> [Extracted data]:
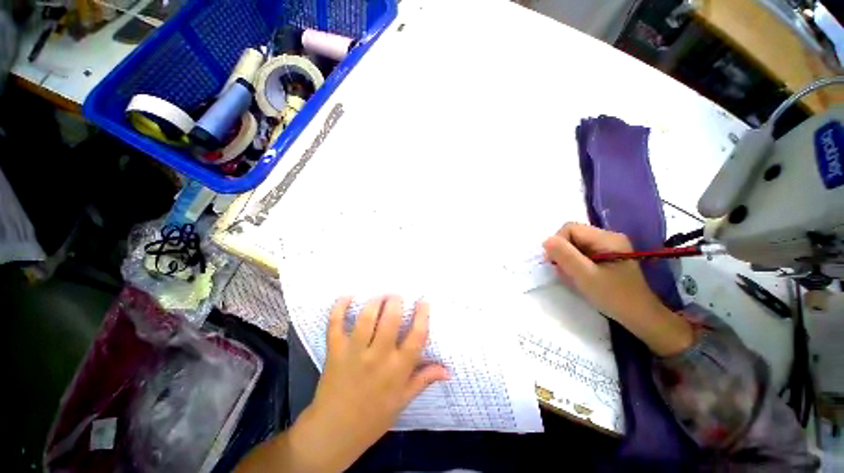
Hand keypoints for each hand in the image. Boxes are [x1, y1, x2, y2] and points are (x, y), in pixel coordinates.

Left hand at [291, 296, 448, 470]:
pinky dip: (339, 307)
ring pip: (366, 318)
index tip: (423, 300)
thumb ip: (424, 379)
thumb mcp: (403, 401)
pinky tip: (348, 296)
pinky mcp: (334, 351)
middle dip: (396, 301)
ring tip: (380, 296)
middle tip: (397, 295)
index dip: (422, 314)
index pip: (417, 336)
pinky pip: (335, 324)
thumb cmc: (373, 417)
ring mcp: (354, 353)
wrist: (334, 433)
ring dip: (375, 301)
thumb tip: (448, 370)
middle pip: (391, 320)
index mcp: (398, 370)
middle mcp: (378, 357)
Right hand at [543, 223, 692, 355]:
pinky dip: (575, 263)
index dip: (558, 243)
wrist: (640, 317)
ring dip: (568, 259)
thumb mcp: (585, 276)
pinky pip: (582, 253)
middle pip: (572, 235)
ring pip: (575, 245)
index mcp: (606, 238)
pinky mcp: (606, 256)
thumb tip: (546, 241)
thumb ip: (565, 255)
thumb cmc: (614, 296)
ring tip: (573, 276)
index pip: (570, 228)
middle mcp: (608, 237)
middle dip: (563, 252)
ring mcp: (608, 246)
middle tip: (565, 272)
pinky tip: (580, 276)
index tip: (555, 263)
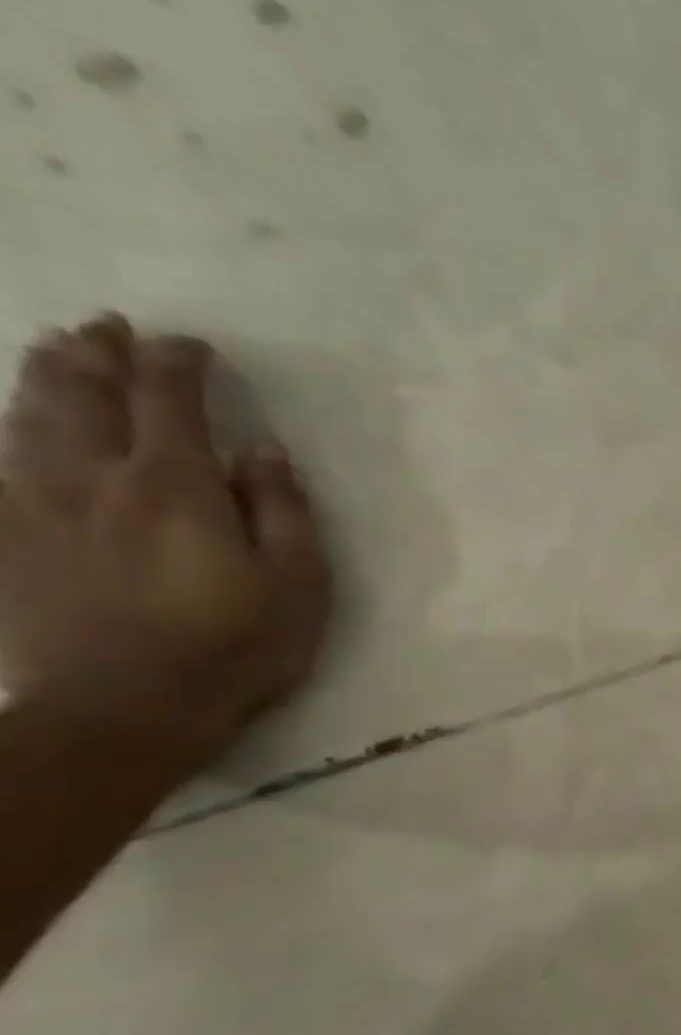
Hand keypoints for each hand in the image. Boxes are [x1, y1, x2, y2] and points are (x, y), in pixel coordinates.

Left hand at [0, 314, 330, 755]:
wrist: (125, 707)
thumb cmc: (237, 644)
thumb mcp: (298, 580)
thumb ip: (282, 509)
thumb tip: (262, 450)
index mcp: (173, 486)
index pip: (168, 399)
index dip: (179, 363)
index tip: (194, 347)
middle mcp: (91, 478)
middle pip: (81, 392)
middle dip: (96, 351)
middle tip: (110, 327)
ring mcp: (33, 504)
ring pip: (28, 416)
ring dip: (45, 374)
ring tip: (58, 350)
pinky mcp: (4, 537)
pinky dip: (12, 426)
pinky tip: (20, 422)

> [Work to be completed]: With pictures excluded, restate word for word the lines from the one that contains "pinky tip: (580, 276)" through the end of the material, inclusive, and nothing more.

> [Task solution]:
pinky tip: (580, 276)
index tip: (555, 263)
Hand keypoints for each hand in the image. Boxes are [x1, y1, x2, y2] and points are (x, y), in pixel coordinates.

Left hand at [0, 314, 330, 755]:
wrist: (125, 707)
thumb cmc: (237, 644)
thumb mcp: (298, 580)
thumb ip: (282, 509)
thumb tip: (262, 450)
index mcp: (173, 486)
index pip: (168, 399)
index dip: (179, 363)
index tip: (194, 347)
middle mcp: (91, 478)
middle pip: (81, 392)
middle dip: (96, 351)
middle tip: (110, 327)
ring mcp: (33, 504)
ring pip: (28, 416)
ring dip: (45, 374)
ring tip: (58, 350)
pinky mcp: (4, 537)
pinky dip: (12, 426)
pinky tip: (20, 422)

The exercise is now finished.